Butyric acid and its monosaccharide ester induce apoptosis in the HL-60 cell line.

Butyric acid is a potent cell growth inhibitor and differentiation inducer (1-4). However, the short plasma half-life of this fatty acid limits its potential therapeutic use (5,6). The recent synthesis of several monosaccharide esters of butyric sodium salt (BuONa) with a prolonged plasma half-life and similar biological properties as the sodium salt opens new perspectives (7-12). We report here that the human myeloid HL-60 cell line can be induced to apoptosis when cultured with one of these esters, monoacetone glucose 3-butyrate (MAG = 3but) or BuONa. Cytospin slide preparations and flow cytometric studies showed that HL-60 cells treated with 1 mM MAG = 3but or BuONa exhibited a reduction in cell volume and condensation of nuclear structure characteristic of apoptosis, associated with monocytic differentiation.

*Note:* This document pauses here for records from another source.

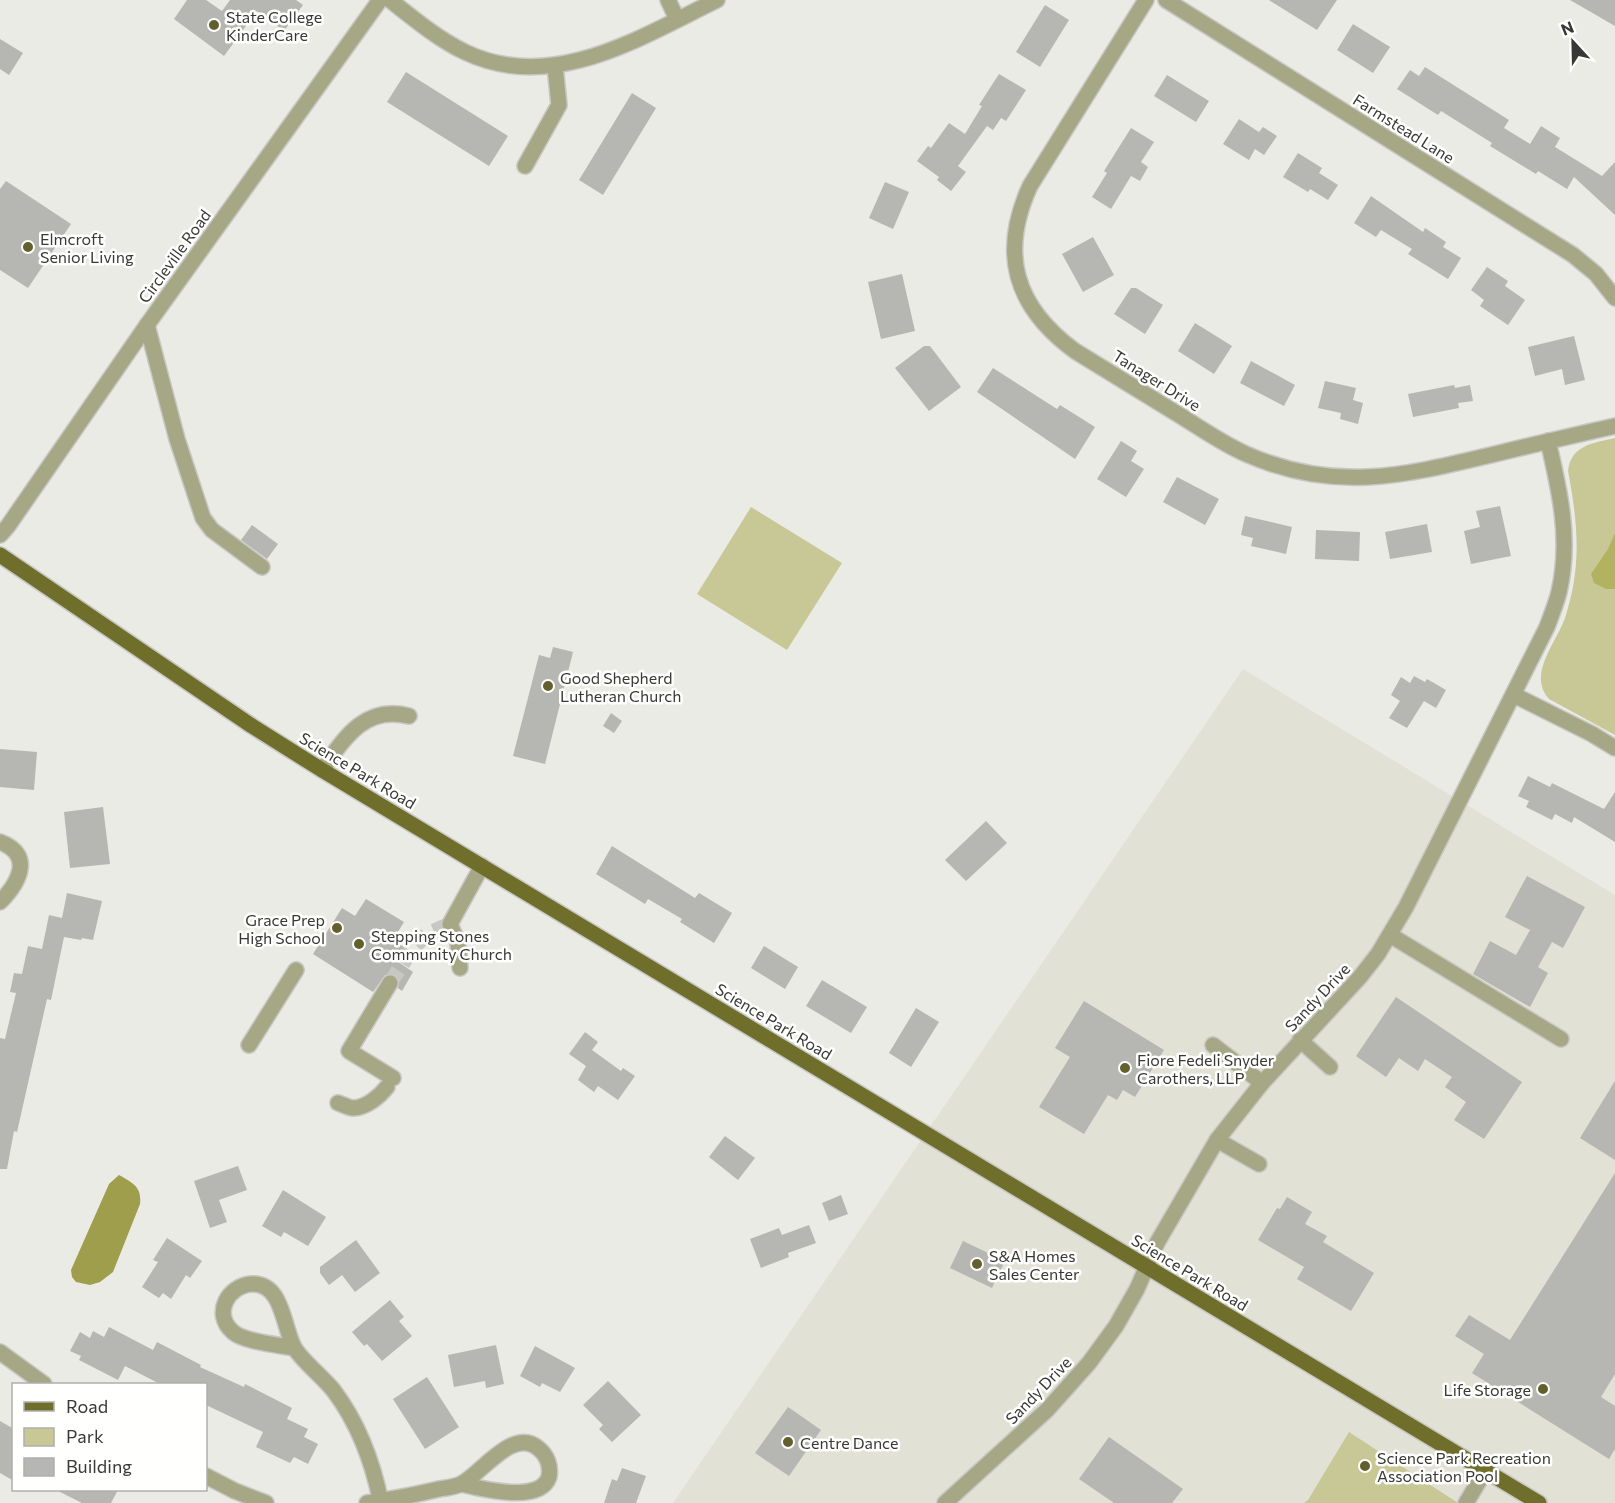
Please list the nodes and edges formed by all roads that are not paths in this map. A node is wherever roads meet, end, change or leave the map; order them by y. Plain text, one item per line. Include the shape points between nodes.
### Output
1 (380, 0) edge
2 (390, 0) edge
3 (668, 0) edge
4 (717, 0) edge
5 (1146, 0) edge
6 (1166, 0) edge
7 (677, 19) junction
8 (555, 66) junction
9 (525, 166) dead end
10 (1615, 298) edge
11 (147, 325) junction
12 (1615, 426) edge
13 (1548, 441) junction
14 (0, 535) edge
15 (0, 555) edge
16 (262, 567) dead end
17 (1514, 695) junction
18 (409, 716) dead end
19 (1615, 748) edge
20 (322, 770) junction
21 (0, 842) edge
22 (482, 866) junction
23 (0, 902) edge
24 (1390, 935) junction
25 (460, 968) dead end
26 (296, 970) dead end
27 (390, 983) tunnel mouth
28 (1561, 1039) dead end
29 (1300, 1041) junction
30 (249, 1045) dead end
31 (1213, 1045) dead end
32 (1330, 1067) dead end
33 (1262, 1083) junction
34 (338, 1103) dead end
35 (1217, 1140) junction
36 (1259, 1164) dead end
37 (1146, 1266) junction
38 (294, 1348) junction
39 (0, 1352) edge
40 (43, 1383) edge
41 (1485, 1471) junction
42 (207, 1477) edge
43 (461, 1484) junction
44 (376, 1502) edge
45 (266, 1503) edge
46 (945, 1503) edge
47 (1466, 1503) edge
48 (1539, 1503) edge

1 - 11 street, Circleville Road
2 - 8 street via 442,40 467,53 494,63
3 - 7 street
4 - 7 street
5 - 13 street, Tanager Drive via 1030,186 1021,207 1014,253 1018,277 1038,319 1075,351 1221,441 1279,466 1347,478 1389,476
6 - 10 street, Farmstead Lane via 1573,255 1596,274
7 - 8 street via 610,52
8 - 9 street via 559,105
11 - 14 street, Circleville Road
11 - 16 street via 202,518
12 - 13 street, Tanager Drive
13 - 17 street, Sandy Drive via 1561,495 1565,555 1559,593 1547,627
15 - 20 main road, Science Park Road
17 - 19 street
17 - 24 street, Sandy Drive
18 - 20 street via 382,714 361,723
20 - 22 main road, Science Park Road
21 - 23 street via 14,851 21,868 15,886
22 - 25 street via 450,924 458,943
22 - 37 main road, Science Park Road
24 - 28 street
24 - 29 street, Sandy Drive via 1360,977
26 - 30 street
27 - 34 street via 349,1051 390,1083 369,1103 353,1108
29 - 32 street
29 - 33 street, Sandy Drive
31 - 33 street
33 - 35 street, Sandy Drive
35 - 36 street
35 - 37 street, Sandy Drive
37 - 41 main road, Science Park Road
37 - 46 street, Sandy Drive via 1116,1326 1070,1386
38 - 38 street via 268,1287 247,1284 228,1296 224,1315 233,1332
38 - 44 street via 334,1391 349,1414 375,1475
39 - 40 street
41 - 47 street
41 - 48 main road, Science Park Road
42 - 45 street
43 - 43 street via 525,1499 546,1485 550,1469 537,1447 519,1443 498,1454
43 - 44 street

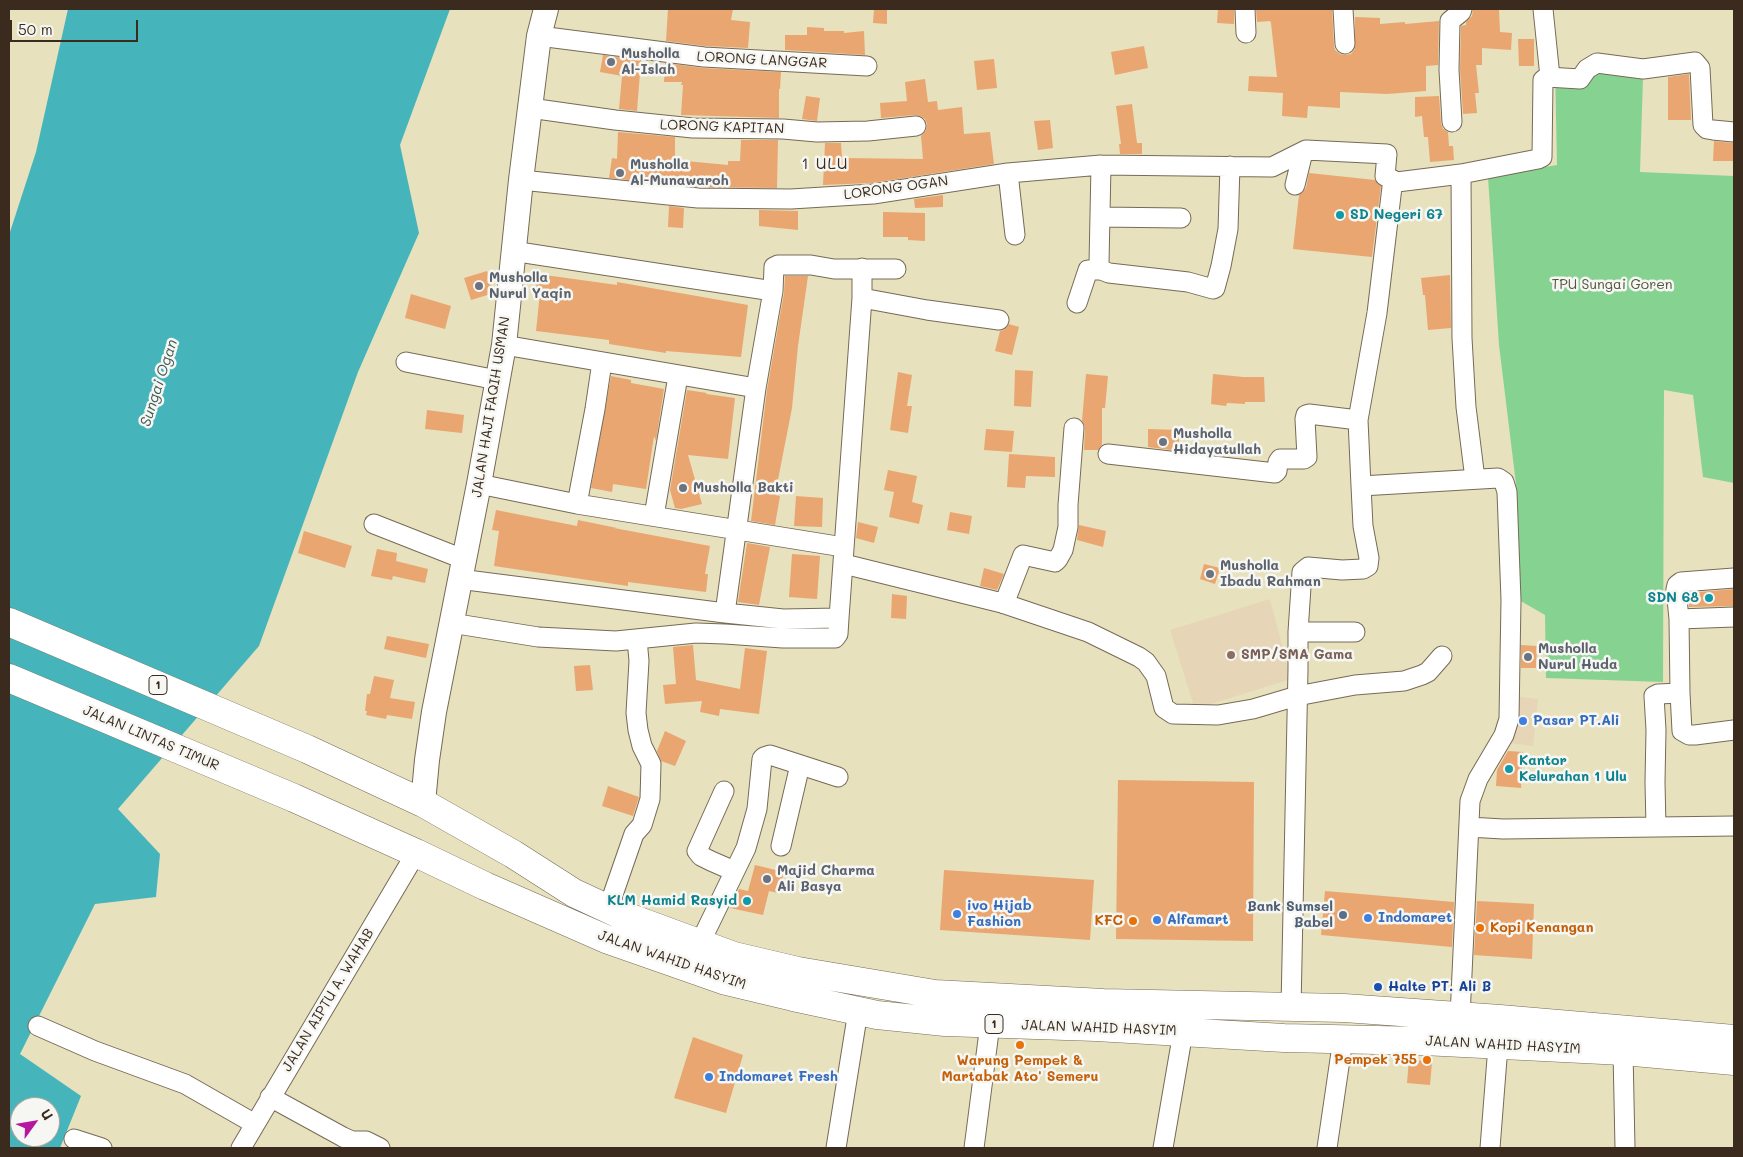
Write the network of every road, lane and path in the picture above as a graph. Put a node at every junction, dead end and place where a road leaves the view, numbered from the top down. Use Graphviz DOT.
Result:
graph roads {
  1 [pos="546,9"];
  2 [pos="1245,9"];
  3 [pos="1343,9"];
  4 [pos="1462,9"];
  5 [pos="1543,9"];
  6 [pos="1246,33"];
  7 [pos="539,36"];
  8 [pos="1345,44"];
  9 [pos="867,66"];
  10 [pos="1550,77"];
  11 [pos="530,108"];
  12 [pos="1452,122"];
  13 [pos="916,126"];
  14 [pos="1734,132"];
  15 [pos="1303,152"];
  16 [pos="1101,165"];
  17 [pos="1230,166"];
  18 [pos="1008,173"];
  19 [pos="1461,174"];
  20 [pos="521,180"];
  21 [pos="1396,182"];
  22 [pos="1295,185"];
  23 [pos="1100,218"];
  24 [pos="1182,218"];
  25 [pos="1015,235"];
  26 [pos="512,250"];
  27 [pos="862,268"];
  28 [pos="896,269"];
  29 [pos="1101,270"];
  30 [pos="772,291"];
  31 [pos="862,298"];
  32 [pos="1077,303"];
  33 [pos="999,320"];
  34 [pos="504,346"];
  35 [pos="406,362"];
  36 [pos="602,362"];
  37 [pos="678,376"];
  38 [pos="497,380"];
  39 [pos="756,388"];
  40 [pos="1358,420"];
  41 [pos="1074,428"];
  42 [pos="1108,454"];
  43 [pos="1475,479"];
  44 [pos="479,484"];
  45 [pos="1360,486"];
  46 [pos="577,504"];
  47 [pos="654,516"];
  48 [pos="374,524"];
  49 [pos="736,529"];
  50 [pos="836,546"];
  51 [pos="844,564"];
  52 [pos="461,569"];
  53 [pos="1734,578"];
  54 [pos="1004,604"];
  55 [pos="725,613"];
  56 [pos="1734,617"];
  57 [pos="1679,619"];
  58 [pos="9,622"];
  59 [pos="451,623"];
  60 [pos="783,629"];
  61 [pos="1298,632"];
  62 [pos="1355,632"];
  63 [pos="637,640"];
  64 [pos="1442,656"];
  65 [pos="9,678"];
  66 [pos="1680,693"];
  67 [pos="1297,696"];
  68 [pos="1734,730"];
  69 [pos="800,765"];
  70 [pos="838,776"];
  71 [pos="724,791"];
  72 [pos="294,798"];
  73 [pos="424,803"];
  74 [pos="1734,826"];
  75 [pos="1469,827"];
  76 [pos="1656,827"];
  77 [pos="781,846"];
  78 [pos="416,853"];
  79 [pos="734,871"];
  80 [pos="608,909"];
  81 [pos="700,943"];
  82 [pos="798,971"];
  83 [pos="793,997"];
  84 [pos="1291,1008"];
  85 [pos="858,1011"];
  86 [pos="1460,1017"];
  87 [pos="990,1024"];
  88 [pos="38,1026"];
  89 [pos="1183,1032"];
  90 [pos="1499,1032"];
  91 [pos="1343,1039"];
  92 [pos="1734,1039"];
  93 [pos="1623,1051"];
  94 [pos="1734,1061"];
  95 [pos="270,1097"];
  96 [pos="254,1124"];
  97 [pos="74,1139"];
  98 [pos="102,1148"];
  99 [pos="241,1148"];
  100 [pos="380,1148"];
  101 [pos="836,1148"];
  102 [pos="974,1148"];
  103 [pos="1163,1148"];
  104 [pos="1326,1148"];
  105 [pos="1490,1148"];
  106 [pos="1625,1148"];
  1 -- 7 [label="street, JALAN HAJI FAQIH USMAN"];
  2 -- 6 [label="street"];
  3 -- 8 [label="street"];
  4 -- 12 [label="street"];
  5 -- 10 [label="street"];
  7 -- 9 [label="street, LORONG LANGGAR"];
  7 -- 11 [label="street, JALAN HAJI FAQIH USMAN"];
  10 -- 14 [label="street"];
  10 -- 19 [label="street"];
  11 -- 13 [label="street, LORONG KAPITAN"];
  11 -- 20 [label="street, JALAN HAJI FAQIH USMAN"];
  15 -- 17 [label="street, LORONG OGAN"];
  15 -- 21 [label="street"];
  15 -- 22 [label="street"];
  16 -- 17 [label="street, LORONG OGAN"];
  16 -- 18 [label="street, LORONG OGAN"];
  16 -- 23 [label="street"];
  17 -- 29 [label="street"];
  18 -- 20 [label="street, LORONG OGAN"];
  18 -- 25 [label="street"];
  19 -- 21 [label="street"];
  19 -- 43 [label="street"];
  20 -- 26 [label="street, JALAN HAJI FAQIH USMAN"];
  21 -- 40 [label="street"];
  23 -- 24 [label="street"];
  23 -- 29 [label="street"];
  26 -- 30 [label="street"];
  26 -- 34 [label="street, JALAN HAJI FAQIH USMAN"];
  27 -- 28 [label="street"];
  27 -- 30 [label="street"];
  27 -- 31 [label="street"];
  29 -- 32 [label="street"];
  30 -- 39 [label="street"];
  31 -- 33 [label="street"];
  31 -- 51 [label="street"];
  34 -- 36 [label="street"];
  34 -- 38 [label="street, JALAN HAJI FAQIH USMAN"];
  35 -- 38 [label="street"];
  36 -- 37 [label="street"];
  36 -- 46 [label="street"];
  37 -- 39 [label="street"];
  37 -- 47 [label="street"];
  38 -- 44 [label="street, JALAN HAJI FAQIH USMAN"];
  39 -- 49 [label="street"];
  40 -- 42 [label="street"];
  40 -- 45 [label="street"];
  41 -- 54 [label="street"];
  43 -- 45 [label="street"];
  43 -- 75 [label="street"];
  44 -- 46 [label="street"];
  44 -- 52 [label="street, JALAN HAJI FAQIH USMAN"];
  45 -- 61 [label="street"];
  46 -- 47 [label="street"];
  47 -- 49 [label="street"];
  48 -- 52 [label="street"];
  49 -- 50 [label="street"];
  49 -- 55 [label="street"];
  51 -- 54 [label="street"];
  51 -- 60 [label="street"];
  52 -- 55 [label="street"];
  52 -- 59 [label="street, JALAN HAJI FAQIH USMAN"];
  53 -- 57 [label="street"];
  54 -- 67 [label="street"];
  55 -- 60 [label="street"];
  56 -- 57 [label="street"];
  57 -- 66 [label="street"];
  58 -- 73 [label="highway, JALAN WAHID HASYIM / 1"];
  59 -- 63 [label="street"];
  59 -- 73 [label="street, JALAN HAJI FAQIH USMAN"];
  60 -- 63 [label="street"];
  61 -- 62 [label="street"];
  61 -- 67 [label="street"];
  63 -- 80 [label="street"];
  64 -- 67 [label="street"];
  65 -- 72 [label="highway, JALAN LINTAS TIMUR / 1"];
  66 -- 68 [label="street"];
  66 -- 76 [label="street"];
  67 -- 84 [label="street"];
  69 -- 70 [label="street"];
  69 -- 77 [label="street"];
  69 -- 79 [label="street"];
  71 -- 79 [label="street"];
  72 -- 78 [label="highway, JALAN WAHID HASYIM / 1"];
  73 -- 80 [label="highway, JALAN WAHID HASYIM / 1"];
  74 -- 76 [label="street"];
  75 -- 76 [label="street"];
  75 -- 86 [label="street"];
  78 -- 83 [label="highway, JALAN WAHID HASYIM / 1"];
  78 -- 95 [label="street, JALAN AIPTU A. WAHAB"];
  79 -- 81 [label="street"];
  80 -- 81 [label="highway, JALAN WAHID HASYIM / 1"];
  81 -- 82 [label="highway, JALAN WAHID HASYIM / 1"];
  82 -- 83 [label="highway"];
  82 -- 84 [label="highway, JALAN WAHID HASYIM / 1"];
  83 -- 85 [label="highway, JALAN WAHID HASYIM / 1"];
  84 -- 86 [label="highway, JALAN WAHID HASYIM / 1"];
  85 -- 87 [label="highway, JALAN WAHID HASYIM / 1"];
  85 -- 101 [label="street"];
  86 -- 90 [label="highway, JALAN WAHID HASYIM / 1"];
  87 -- 89 [label="highway, JALAN WAHID HASYIM / 1"];
  87 -- 102 [label="street"];
  88 -- 96 [label="street"];
  89 -- 91 [label="highway, JALAN WAHID HASYIM / 1"];
  89 -- 103 [label="street"];
  90 -- 91 [label="highway, JALAN WAHID HASYIM / 1"];
  90 -- 92 [label="highway, JALAN WAHID HASYIM / 1"];
  90 -- 93 [label="highway, JALAN WAHID HASYIM / 1"];
  90 -- 105 [label="street"];
  91 -- 104 [label="street"];
  93 -- 94 [label="highway, JALAN WAHID HASYIM / 1"];
  93 -- 106 [label="street"];
  95 -- 96 [label="street, JALAN AIPTU A. WAHAB"];
  95 -- 100 [label="street"];
  96 -- 99 [label="street, JALAN AIPTU A. WAHAB"];
  97 -- 98 [label="street"];
}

Time course studies demonstrated that DNA fragmentation, as determined by agarose gel electrophoresis, was detected 4 hours after incubation with the drugs, while morphologic signs appeared at day 3. Apoptotic cells increased with culture time and reached a maximum at day 6 of 20 +/- 5% with BuONa, 25 +/- 5% with MAG = 3but, and only 5 +/- 2% in controls. These findings suggest that these drugs may exert their actions, at least in part, through induction of apoptosis.